The region where we lived was called the spaceward lunar hemisphere. Earth never shone there, but life was good. There were other kids, and school, and the usual dreams about being a bold space wanderer, speeding out to find unimagined marvels.
Dad was a technician in the research labs, just a few miles from our house by tube train. I could see the walls of the buildings in the bleak volcanic distance.
Even though this future hasn't happened yet, radio astronomers are worried about it, at least according to Scientific American:
For radioastronomers, the far side of the Moon could be the last unspoilt refuge in the Solar System. Planet Earth and all the human-made electromagnetic noise it spews out into space stays permanently below the horizon, so that any radio observatories positioned there would be free to observe the cosmos without interference.
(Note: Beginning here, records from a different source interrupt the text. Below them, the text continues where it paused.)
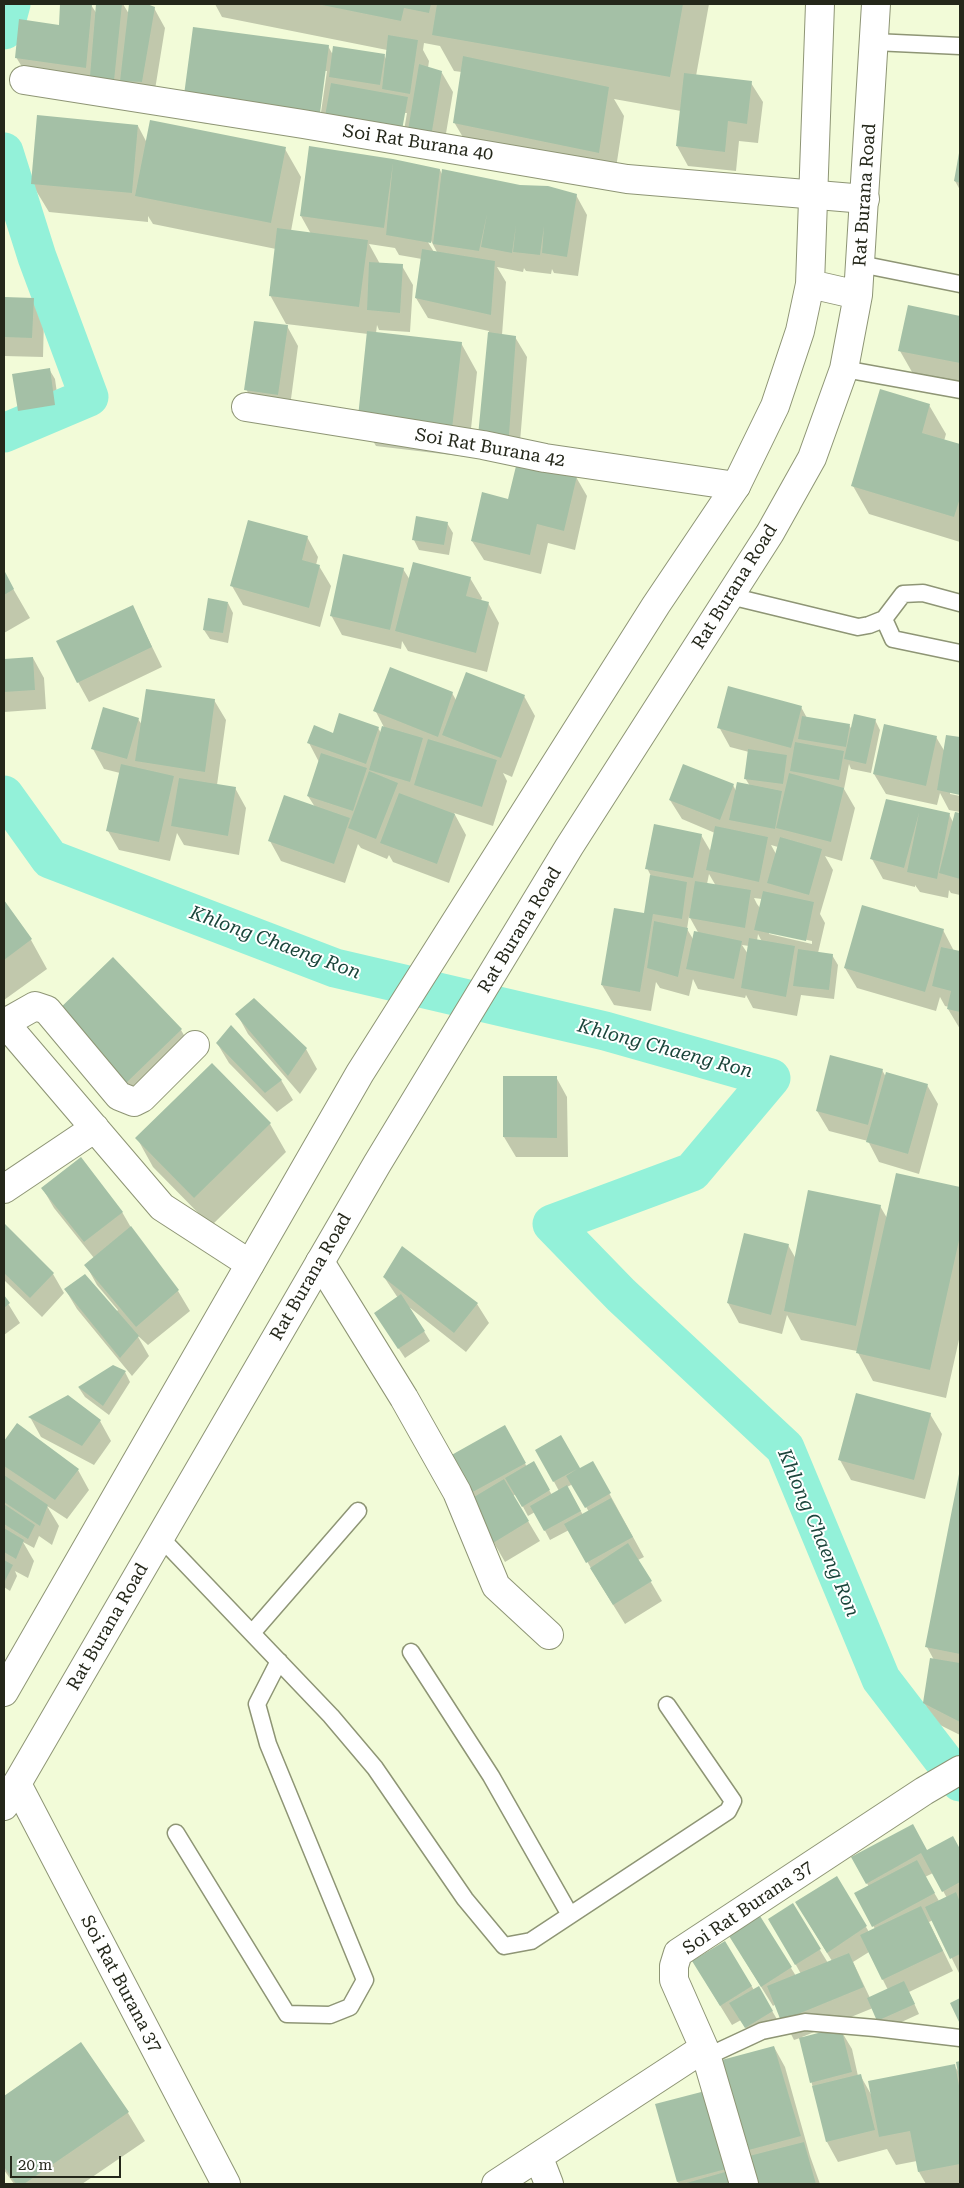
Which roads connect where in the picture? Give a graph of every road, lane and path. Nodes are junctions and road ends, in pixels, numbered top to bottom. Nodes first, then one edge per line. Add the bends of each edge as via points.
1 (820, 4) edge
2 (876, 4) edge
3 (874, 42) junction
4 (960, 46) edge
5 (24, 80) dead end
6 (813, 194) junction
7 (865, 200) junction
8 (860, 264) junction
9 (810, 284) junction
10 (960, 284) edge
11 (858, 295) junction
12 (844, 369) junction
13 (960, 390) edge
14 (246, 407) dead end
15 (736, 486) junction
16 (730, 596) junction
17 (960, 603) edge
18 (884, 619) junction
19 (960, 653) edge
20 (4, 1022) edge
21 (195, 1045) dead end
22 (95, 1128) junction
23 (4, 1189) edge
24 (320, 1262) junction
25 (250, 1264) junction
26 (358, 1512) dead end
27 (160, 1537) junction
28 (252, 1633) junction
29 (548, 1635) dead end
30 (411, 1652) dead end
31 (279, 1661) junction
32 (4, 1692) edge
33 (667, 1706) dead end
34 (960, 1770) edge
35 (10, 1795) edge
36 (176, 1833) dead end
37 (570, 1915) junction
38 (960, 2038) edge
39 (705, 2053) junction
40 (539, 2158) junction
41 (226, 2184) edge
42 (496, 2184) edge
43 (550, 2184) edge
44 (744, 2184) edge

1 - 6 main road
2 - 3 main road, Rat Burana Road
3 - 4 lane
3 - 7 main road, Rat Burana Road
5 - 6 main road, Soi Rat Burana 40 via 627,179
6 - 7 main road, Soi Rat Burana 40
6 - 9 main road
7 - 8 main road, Rat Burana Road
8 - 10 lane
8 - 11 main road, Rat Burana Road
9 - 11 main road
9 - 15 main road via 800,331 775,406
11 - 12 main road, Rat Burana Road
12 - 13 lane
12 - 16 main road, Rat Burana Road via 812,458
14 - 15 main road, Soi Rat Burana 42
15 - 25 main road via 656,605 360,1073
16 - 18 lane via 858,626
16 - 24 main road, Rat Burana Road via 570,847
17 - 18 lane via 923,593 902,594
18 - 19 lane via 893,639
20 - 21 main road via 35,1006 47,1010 119,1096 134,1102 142,1098
20 - 22 main road
22 - 23 main road
22 - 25 main road via 162,1207
24 - 27 main road, Rat Burana Road
24 - 29 main road via 404,1398 457,1492 496,1586
25 - 32 main road
26 - 28 lane
27 - 28 lane
27 - 35 main road, Rat Burana Road
28 - 31 lane
30 - 37 lane via 491,1776
31 - 36 lane via 257,1704 268,1744 365,1980 350,2007 330,2016 287,2014
31 - 37 lane via 375,1768 465,1899 504,1946 531,1942
33 - 37 lane via 733,1801 728,1811
34 - 39 main road, Soi Rat Burana 37 via 678,1953 674,1980
35 - 41 main road, Soi Rat Burana 37
38 - 39 lane via 805,2022 762,2031
39 - 40 main road
39 - 44 main road, Soi Rat Burana 37
40 - 42 main road
40 - 43 main road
But an upcoming boom in lunar exploration could put that at risk. In the next ten years or so, the Moon will be the target of hundreds of orbiters and landers, each of which could create radio noise. Researchers voiced their concerns last month at a conference called Astronomy from the Moon: The Next Decades, which took place at the Royal Society in London.
This is probably the most radio-quiet place in the Solar System, and we need to preserve that, said Marc Klein Wolt, an astronomer at Radboud University Nijmegen in the Netherlands.
Take heart, radio astronomers, because as long as we're going full-on science fiction mode, we might as well get all the way to the edge of the Solar System:
The Authority booked first-class passages for all expeditionary personnel, which in the case of a hop up to the Moon meant a direct ferry traveling at one gee all the way. Standing by the observation window, an untasted drink in his hand, David Ryerson remarked: "You know, this is only the third time Ive been off Earth. And the other two, we trans-shipped at Satellite and went free-fall most of the way.
"Sounds like fun, said Maclaren. "I must try it sometime.
"You . . .in your line of work . . . you must go to the Moon quite often, said Ryerson shyly.
Maclaren nodded. "Mount Ambarzumian Observatory, on Farside. Still a little dust and gas to bother us, of course, but I'll let the purists go out to Pluto Satellite and bring me back their plates.
On a side note, this quote from We Have Fed Our Sea (1958) by Poul Anderson is the first use of the term "farside" for the half (roughly speaking) of the Moon that is not visible from the Earth.